A Florida church led by Pastor Terry Jones (pictured) confirmed that it had cancelled plans to burn Korans on Saturday amid reports that Jones had arrived in New York for talks with local imams on plans for a Muslim religious centre near Ground Zero.
AFP - A tiny Florida church Friday sought to quell a storm of protest saying its threatened Koran burning was cancelled, as President Barack Obama pleaded for religious tolerance.
"I want to be clear and confirm one hundred percent that there will not be Korans burning tomorrow (Saturday) at 6:00 pm as was planned," evangelical leader K.A. Paul told a press conference.
Paul has been huddled with Florida pastor Terry Jones this week to discuss Jones' on-again, off-again plans to mark Saturday's anniversary of the September 11 attacks by burning a pile of Korans.
Amid a storm of protest, Jones on Thursday said he was dropping the plans for the Koran burning ceremony, claiming Muslim leaders had agreed to move the site of the new mosque away from Ground Zero and to hold talks with him in New York on Saturday.
Paul told AFP Friday night that Jones was flying to New York.
"Pastor Jones is not in Gainesville anymore. He is flying to New York and I myself paid his ticket and reserved a room for him tonight in New York," he said.
But it was unclear whether the imam behind the project, Feisal Abdul Rauf, planned to meet with Jones. He has already denied any deal that would see the planned cultural center and mosque moved further away from the site of the World Trade Center destroyed in the 2001 attacks.
Rauf also failed Friday to meet a two-hour deadline set by Jones to confirm the pair would hold talks.
"At this time we have not heard from the imam," Jones told a press conference in Gainesville Friday afternoon.
"But we are still very, very hopeful that we will meet with him and we are still very convinced through the different channels that we have, that we at this time cannot mention, that this meeting will take place tomorrow."
Jones's incendiary plans triggered global outrage amid fears it would unleash a wave of Islamic violence targeting Western nations and troops serving in Iraq and Afghanistan.
It also came amid an angry debate in the United States over plans to build an Islamic cultural center close to the site of the World Trade Center destroyed in the 2001 attacks.
On the eve of the anniversary, Obama mounted a strident defense of American Muslims, paid tribute to those fighting in US armed forces, and said US citizens must remember who their true enemies were -- naming Al-Qaeda and "terrorists."
"We have to make sure that we don't start turning on each other," Obama told a White House news conference.
"We are one nation under God and we may call that God different names, but we remain one nation," he said, adding that Americans must remain clear about the identity of their true foes.

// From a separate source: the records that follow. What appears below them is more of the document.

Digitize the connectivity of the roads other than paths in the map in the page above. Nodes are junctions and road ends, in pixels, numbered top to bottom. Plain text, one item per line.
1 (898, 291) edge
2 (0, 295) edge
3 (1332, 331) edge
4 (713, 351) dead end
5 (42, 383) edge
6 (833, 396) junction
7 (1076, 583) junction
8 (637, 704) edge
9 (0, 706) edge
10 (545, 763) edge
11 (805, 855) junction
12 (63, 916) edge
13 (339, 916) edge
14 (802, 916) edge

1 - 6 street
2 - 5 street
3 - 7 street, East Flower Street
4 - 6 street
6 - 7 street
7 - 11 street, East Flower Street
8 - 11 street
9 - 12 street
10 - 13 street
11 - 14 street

Obama has gone out of his way to defend the right of Muslims to build the mosque near Ground Zero, citing religious tolerance.
"If you could build a church on a site, you could build a synagogue on a site, if you could build a Hindu temple on a site, then you should be able to build a mosque on a site," he said Friday.

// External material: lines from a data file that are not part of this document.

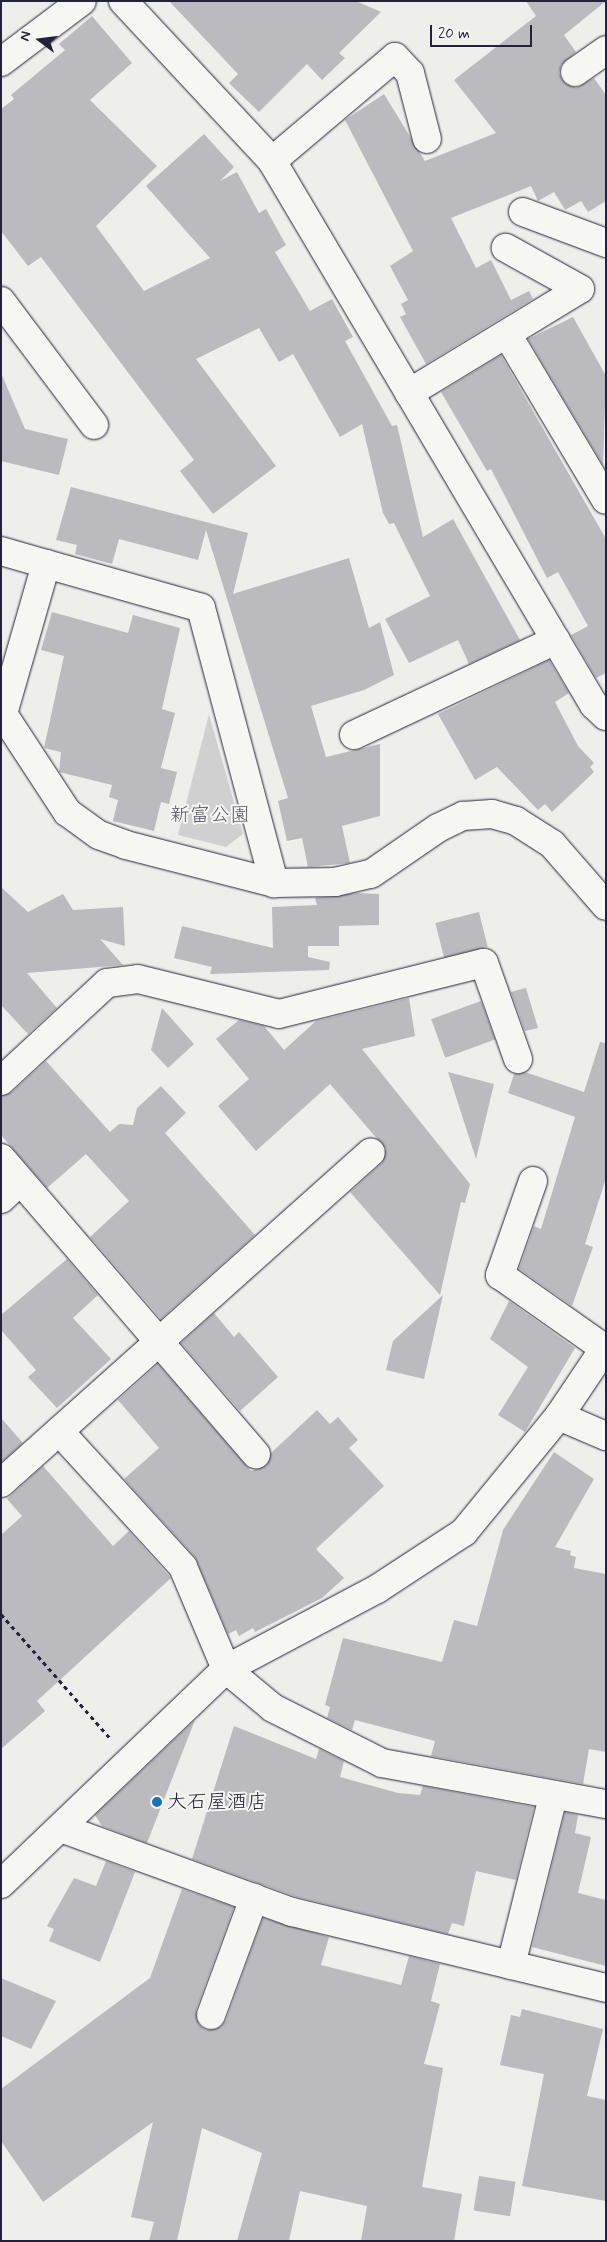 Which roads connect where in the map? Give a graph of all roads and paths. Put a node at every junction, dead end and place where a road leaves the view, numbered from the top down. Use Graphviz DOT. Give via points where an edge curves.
graph roads {
  1 [pos="82,1"];
  2 [pos="123,1"];
  3 [pos="606,50"];
  4 [pos="1,62"];
  5 [pos="575,72"];
  6 [pos="427,139"];
  7 [pos="272,161"];
  8 [pos="523,212"];
  9 [pos="606,243"];
  10 [pos="506,248"];
  11 [pos="1,301"];
  12 [pos="507,334"];
  13 [pos="409,393"];
  14 [pos="94,425"];
  15 [pos="606,500"];
  16 [pos="1,551"];
  17 [pos="46,564"];
  18 [pos="556,640"];
  19 [pos="2,712"];
  20 [pos="606,716"];
  21 [pos="354,735"];
  22 [pos="274,883"];
  23 [pos="606,906"];
  24 [pos="518,1059"];
  25 [pos="1,1081"];
  26 [pos="371,1152"];
  27 [pos="1,1158"];
  28 [pos="532,1180"];
  29 [pos="11,1190"];
  30 [pos="160,1340"];
  31 [pos="605,1347"];
  32 [pos="559,1416"];
  33 [pos="59,1431"];
  34 [pos="606,1436"];
  35 [pos="256,1454"];
  36 [pos="1,1482"];
  37 [pos="1,1614"];
  38 [pos="226,1669"];
  39 [pos="128,1759"];
  40 [pos="553,1796"];
  41 [pos="606,1804"];
  42 [pos="61,1828"];
  43 [pos="1,1884"];
  44 [pos="254,1898"];
  45 [pos="511,1965"];
  46 [pos="606,1988"];
  47 [pos="211,2015"];
  1 -- 4 [label="street"];
  2 -- 7 [label="street"];
  3 -- 5 [label="street"];
  6 -- 7 [label="street" via="410,73 395,57"];
  7 -- 13 [label="street"];
  8 -- 9 [label="street"];
  10 -- 12 [label="street" via="580,289"];
  11 -- 14 [label="street"];
  12 -- 13 [label="street"];
  12 -- 15 [label="street"];
  13 -- 18 [label="street"];
  16 -- 17 [label="street"];
  17 -- 19 [label="street"];
  17 -- 22 [label="street" via="201,608"];
  18 -- 20 [label="street" via="594,704"];
  18 -- 21 [label="street"];
  19 -- 22 [label="street" via="67,812 99,835"];
  22 -- 23 [label="street" via="336,882 370,874 438,828 463,816 492,814 516,821 552,844"];
  24 -- 25 [label="street" via="484,963 279,1014 138,979 106,983"];
  26 -- 30 [label="street"];
  27 -- 29 [label="street"];
  28 -- 31 [label="street" via="500,1275"];
  29 -- 30 [label="street"];
  30 -- 33 [label="street"];
  30 -- 35 [label="street"];
  31 -- 32 [label="street"];
  32 -- 34 [label="street"];
  32 -- 38 [label="street" via="464,1532 377,1590"];
  33 -- 36 [label="street"];
  33 -- 38 [label="street" via="183,1567"];
  37 -- 39 [label="path"];
  38 -- 39 [label="street"];
  38 -- 40 [label="street" via="273,1708 382,1763"];
  39 -- 42 [label="street"];
  40 -- 41 [label="street"];
  40 -- 45 [label="street"];
  42 -- 43 [label="street"];
  42 -- 44 [label="street"];
  44 -- 45 [label="street" via="300,1914"];
  44 -- 47 [label="street"];
  45 -- 46 [label="street"];
}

The threatened Koran burning and the controversy over the mosque site have conspired to mark a turbulent start to the festival of Eid al-Fitr, when Muslims worldwide mark the end of the Ramadan fasting month.
Leaders of mainly Muslim countries including Afghanistan and Indonesia have issued dire warnings against such a provocative act as Koran burning.
Thousands of rock-throwing Afghans assaulted a NATO military outpost as Afghan President Hamid Karzai said in an Eid message that burning the Islamic holy book would be "an insult to nations."
In neighboring Pakistan, hundreds rallied in the central city of Multan and the southern city of Karachi, torching US flags and calling for Jones to be hanged.
Protests also flared in Indonesia, the world's most populous Muslim-majority country.
"This threatens peace and international security. This is something that endangers harmony among religious people," President Susilo Bambang Yudhoyono said in a nationally televised address.
But Jones told MSNBC television earlier Friday that his church did not feel responsible for the wave of angry protests.
"We feel of course terrible... that is very, very tragic. We do not feel responsible for that. We feel what we have done, if anything, we have revealed how radical, how mean, how violent Islam is."